By 2026, Victoria's upper house had become the last remaining state or territory legislative chamber to utilise these group voting tickets to automatically distribute voter's above-the-line preferences, with Western Australia abolishing the practice ahead of the 2025 state election. Victoria's system had led to election results in the upper house becoming unrepresentative of the actual votes received, with so-called 'preference whisperers' such as Glenn Druery organising ideologically disparate microparties to direct their preferences to each other, allowing candidates to be elected despite receiving less than 1% of the vote in some cases.

Attempts to reform the system to more closely reflect the system used for the Australian Senate and other state-based upper houses were rejected by former Premier Daniel Andrews, who described proponents of change as being "quite heavily motivated by wanting to get more of their people elected". Submissions to the post-2022 state election parliamentary inquiry calling for the abolition of the automatic above-the-line preference distributions eventually led to the parliament's Electoral Matters Committee (EMC) to examine the issue. Throughout 2025 the EMC oversaw an inquiry into reforming the electoral voting method for the Legislative Council. Any reform required the approval of both houses of parliament, whilst an alteration to the structure of the upper house, such as the number of members elected to the chamber or the eight regions from which they are elected, would require a vote at a state-wide referendum.

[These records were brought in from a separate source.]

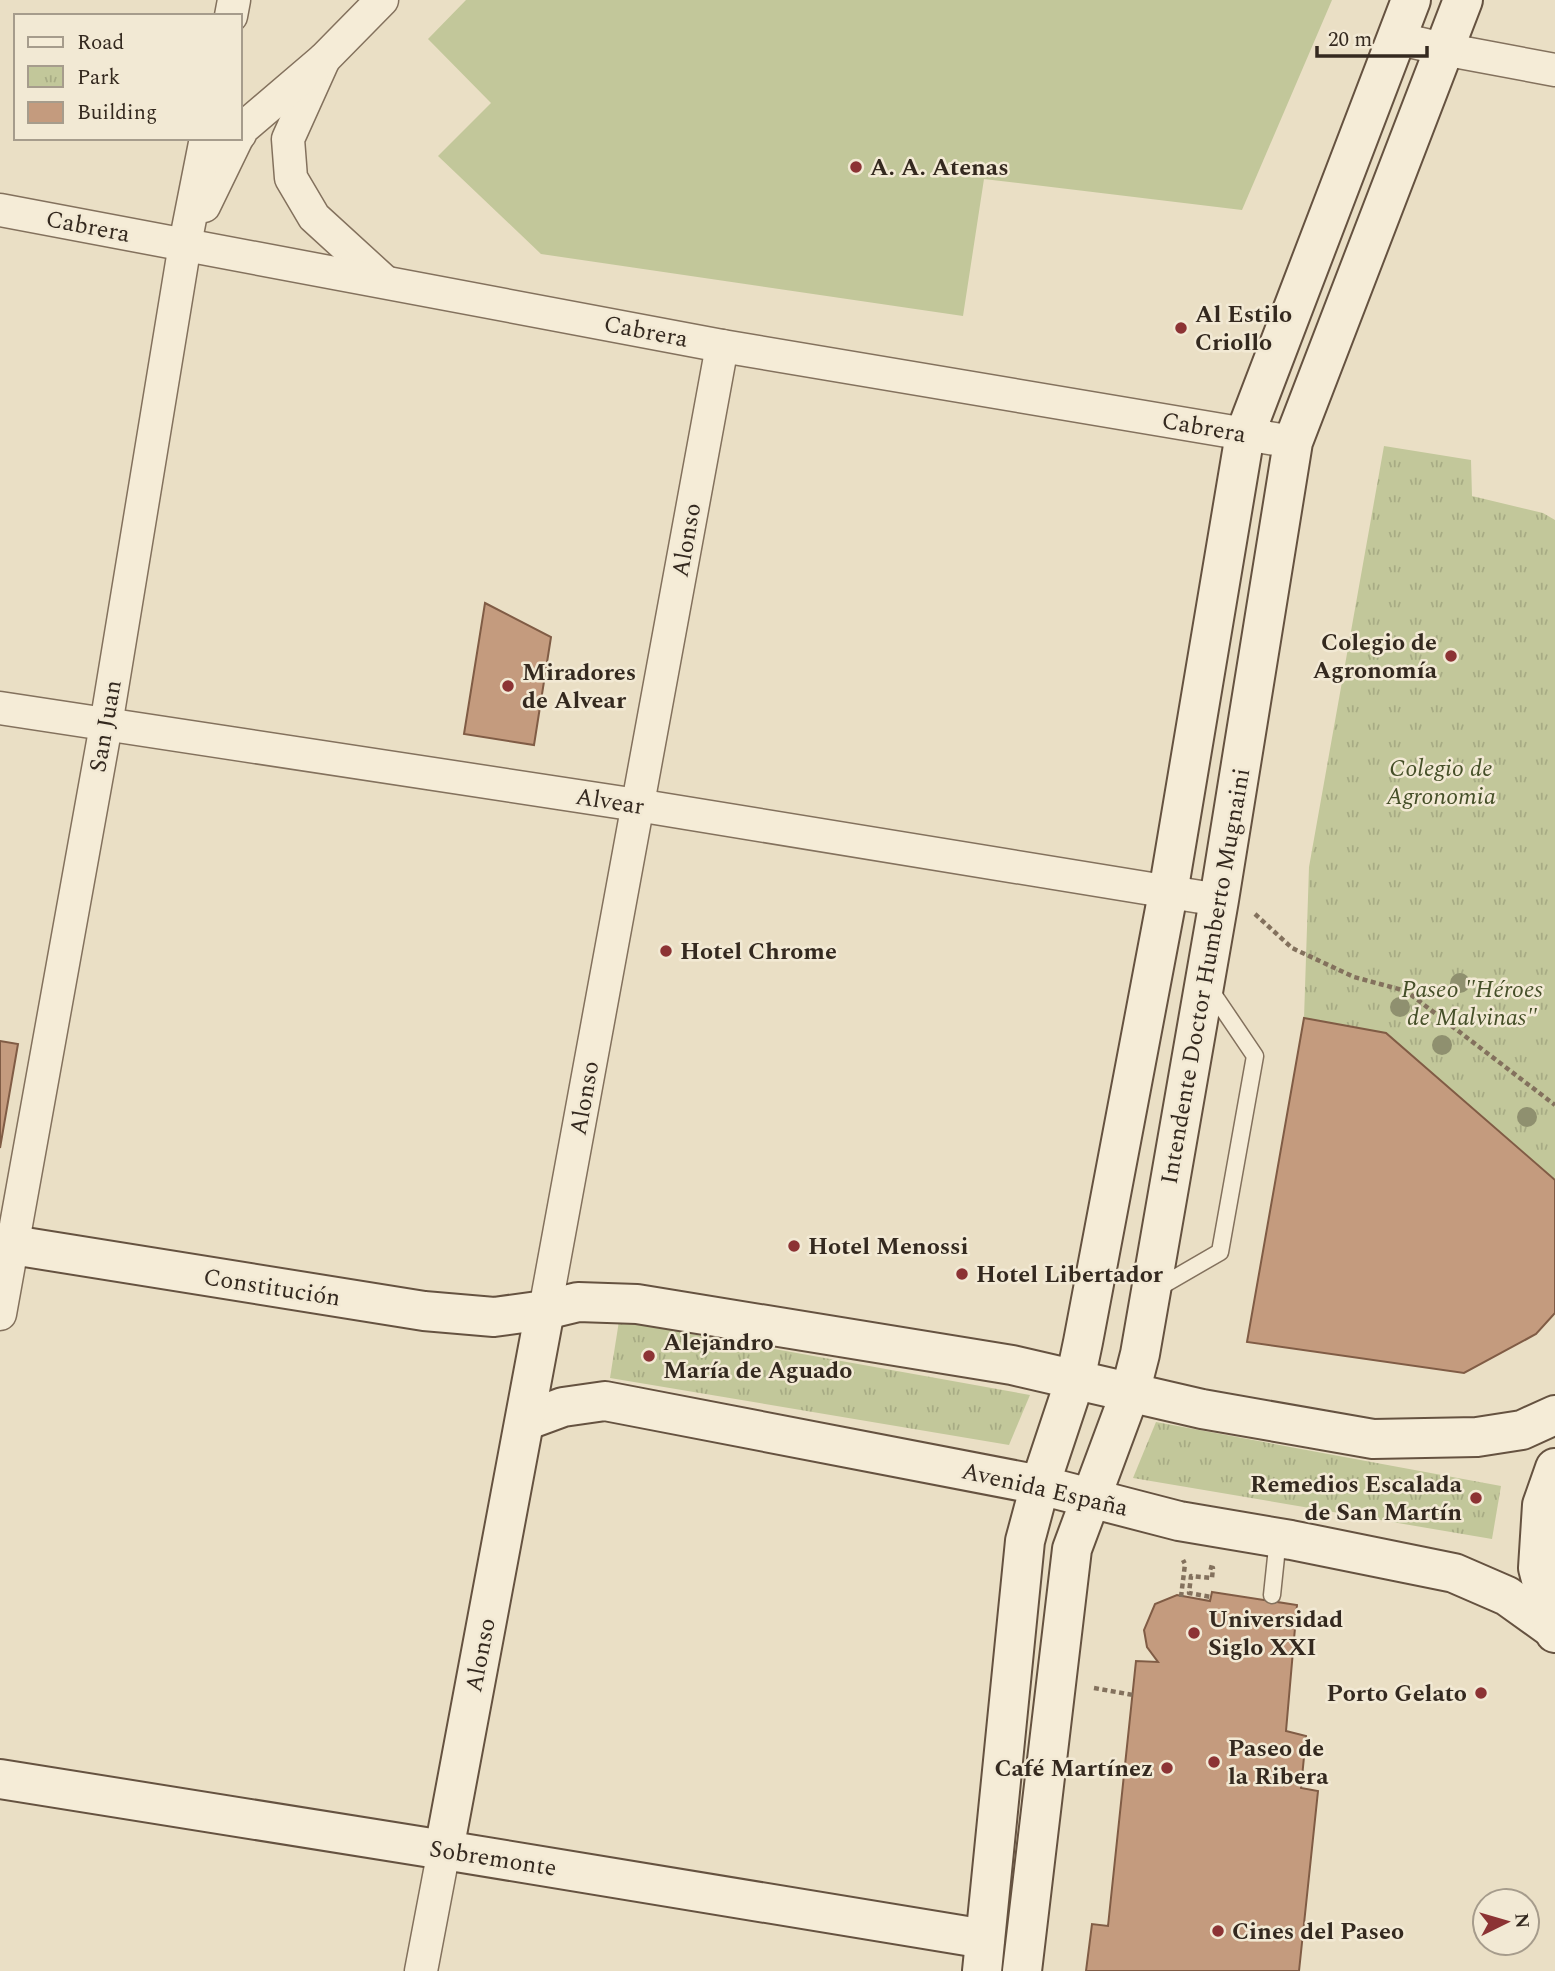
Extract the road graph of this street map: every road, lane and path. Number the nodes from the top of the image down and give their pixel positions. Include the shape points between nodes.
1 (382, 0) edge
2 (1411, 0) edge
3 (1463, 0) edge
4 (1396, 38) junction
5 (1443, 49) junction
6 (324, 59) junction
7 (1555, 70) edge
8 (242, 129) edge
9 (206, 140) edge
10 (237, 140) edge
11 (0, 210) edge
12 (185, 244) junction
13 (385, 282) junction
14 (722, 345) junction
15 (1245, 433) junction
16 (1293, 442) junction
17 (0, 708) edge
18 (106, 725) junction
19 (637, 805) junction
20 (1168, 893) junction
21 (1219, 901) junction
22 (1205, 981) junction
23 (1555, 1105) edge
24 (6, 1245) edge
25 (1151, 1292) junction
26 (545, 1310) junction
27 (0, 1314) edge
28 (1075, 1380) junction
29 (1130, 1393) junction
30 (1555, 1416) edge
31 (525, 1421) junction
32 (1555, 1468) edge
33 (1040, 1485) junction
34 (1092, 1499) junction
35 (1278, 1538) junction
36 (1180, 1556) dead end
37 (1185, 1564) junction
38 (1194, 1565) dead end
39 (1204, 1566) dead end
40 (1272, 1595) dead end
41 (1181, 1597) dead end
42 (1211, 1597) dead end
43 (1554, 1631) edge
44 (0, 1779) edge
45 (444, 1850) junction
46 (983, 1955) edge
47 (421, 1971) edge
48 (1022, 1971) edge

1 - 6 street
2 - 4 main road, Intendente Doctor Humberto Mugnaini
3 - 5 main road, Intendente Doctor Humberto Mugnaini
4 - 5 street
4 - 15 main road, Intendente Doctor Humberto Mugnaini
5 - 7 street
5 - 16 main road, Intendente Doctor Humberto Mugnaini
6 - 8 street
6 - 13 street via 288,139 291,178 314,217
9 - 12 street, San Juan
10 - 12 street
11 - 12 street, Cabrera
12 - 13 street, Cabrera
12 - 18 street, San Juan
13 - 14 street, Cabrera
14 - 15 street, Cabrera
14 - 19 street, Alonso
15 - 16 street, Cabrera
15 - 20 main road, Intendente Doctor Humberto Mugnaini
16 - 21 main road, Intendente Doctor Humberto Mugnaini
17 - 18 street, Alvear
18 - 19 street, Alvear
18 - 24 street, San Juan
19 - 20 street, Alvear
19 - 26 street, Alonso
20 - 21 street, Alvear
20 - 28 main road, Intendente Doctor Humberto Mugnaini
21 - 22 main road, Intendente Doctor Humberto Mugnaini
21 - 23 path via 1251,910 1292,948 1354,977 1406,991
22 - 25 main road, Intendente Doctor Humberto Mugnaini
22 - 25 lane via 1255,1056 1220,1252
24 - 26 main road, Constitución via 424,1311 494,1317
24 - 27 street, San Juan
25 - 29 main road, Intendente Doctor Humberto Mugnaini
26 - 28 main road via 578,1303 637,1304 1012,1365
26 - 31 main road, Alonso
28 - 29 main road
28 - 33 main road, Intendente Doctor Humberto Mugnaini
29 - 30 main road via 1373,1439 1477,1437 1522,1430
29 - 34 main road, Intendente Doctor Humberto Mugnaini
31 - 33 main road, Avenida España via 563,1407 605,1401
31 - 45 main road, Alonso
32 - 43 main road via 1542,1505 1538,1568
33 - 34 main road, Avenida España
33 - 46 main road, Intendente Doctor Humberto Mugnaini via 1025,1541
34 - 35 main road, Avenida España via 1179,1521
34 - 48 main road, Intendente Doctor Humberto Mugnaini via 1072,1549
35 - 40 lane
35 - 43 main road, Avenida España via 1454,1573 1507,1596
36 - 37 path
37 - 38 path
37 - 41 path
39 - 42 path via 1213,1568 1212,1578 1191,1576 1189,1593
44 - 45 main road, Sobremonte
45 - 46 main road, Sobremonte
45 - 47 street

The EMC handed down its report in December 2025, recommending that group voting tickets be abolished and the "weighted inclusive Gregory method for surplus vote transfers" be adopted prior to the 2026 election. The committee further recommended a new process be established, involving either an expert panel, a citizens assembly or a constitutional convention, to consider changes to the electoral structure of the council which could be considered by voters at a referendum in 2028 or 2030.

The issue received renewed scrutiny in April 2026, when far-right commentator Avi Yemini announced his intention to set up the "Free Palestine" party in a bid to attract votes from left-wing voters and redirect preferences of votes the party receives to right-wing parties. The electoral commission responded by confirming it had no authority to prevent parties from adopting misleading names, and in June the commission began the process of registering "Free Palestine" as a political party. In July 2026 The Age reported that the Allan government was set to introduce legislation by the end of the month to abolish group voting tickets.

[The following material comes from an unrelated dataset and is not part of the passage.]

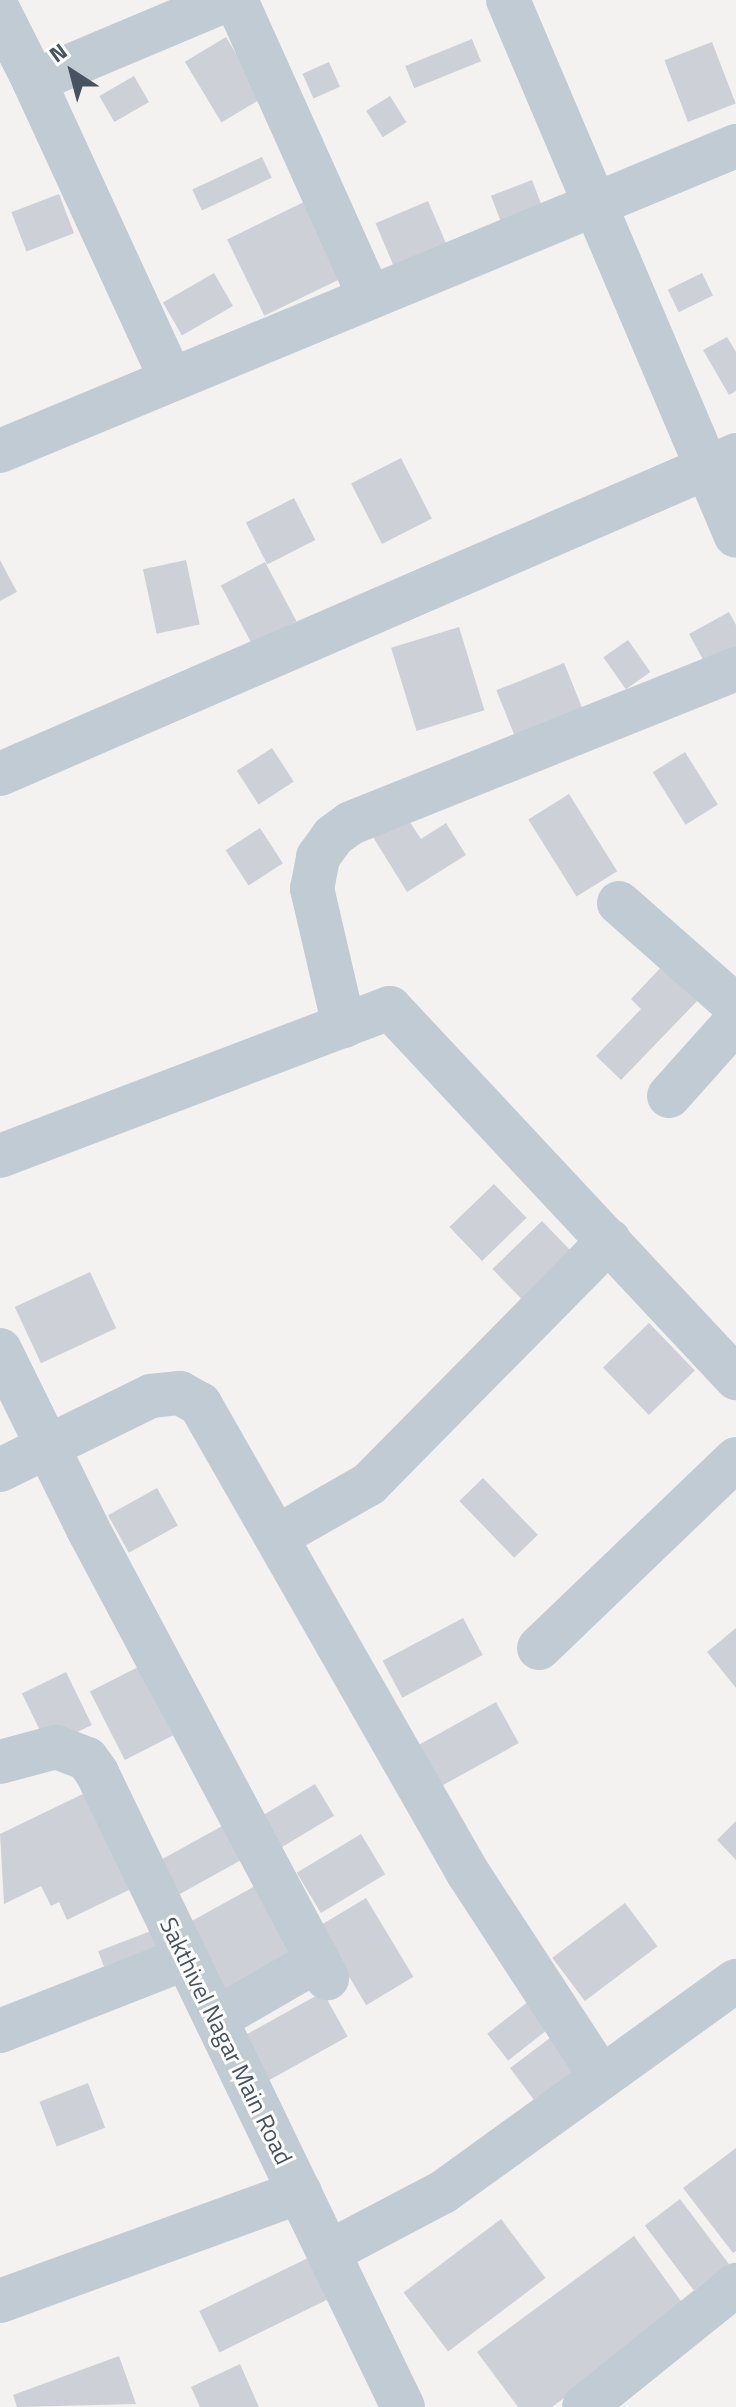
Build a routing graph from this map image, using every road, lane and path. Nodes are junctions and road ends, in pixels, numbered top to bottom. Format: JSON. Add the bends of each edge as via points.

The government introduced the Electoral Amendment (Miscellaneous Matters) Bill 2026 to the parliament on 28 July. The bill required voters to number at least five boxes for parties above the line, in order of preference, or else number at least five boxes for individual candidates below the line. Like the system in place for the Senate, a savings provision is incorporated so as to enable voters who mark a clear 1 but fail to number their top five preferences clearly, to still have their vote counted as formal. The electoral commission is also tasked with publishing information about newly registered political parties, a response to Yemini and other's efforts to establish parties titled with generally misleading names. The bill passed the Legislative Assembly without any recorded objections on 29 July, and passed the Legislative Council by 33 votes to 4 on 11 August 2026. The legislation received royal assent on 18 August 2026 and went into effect the following day.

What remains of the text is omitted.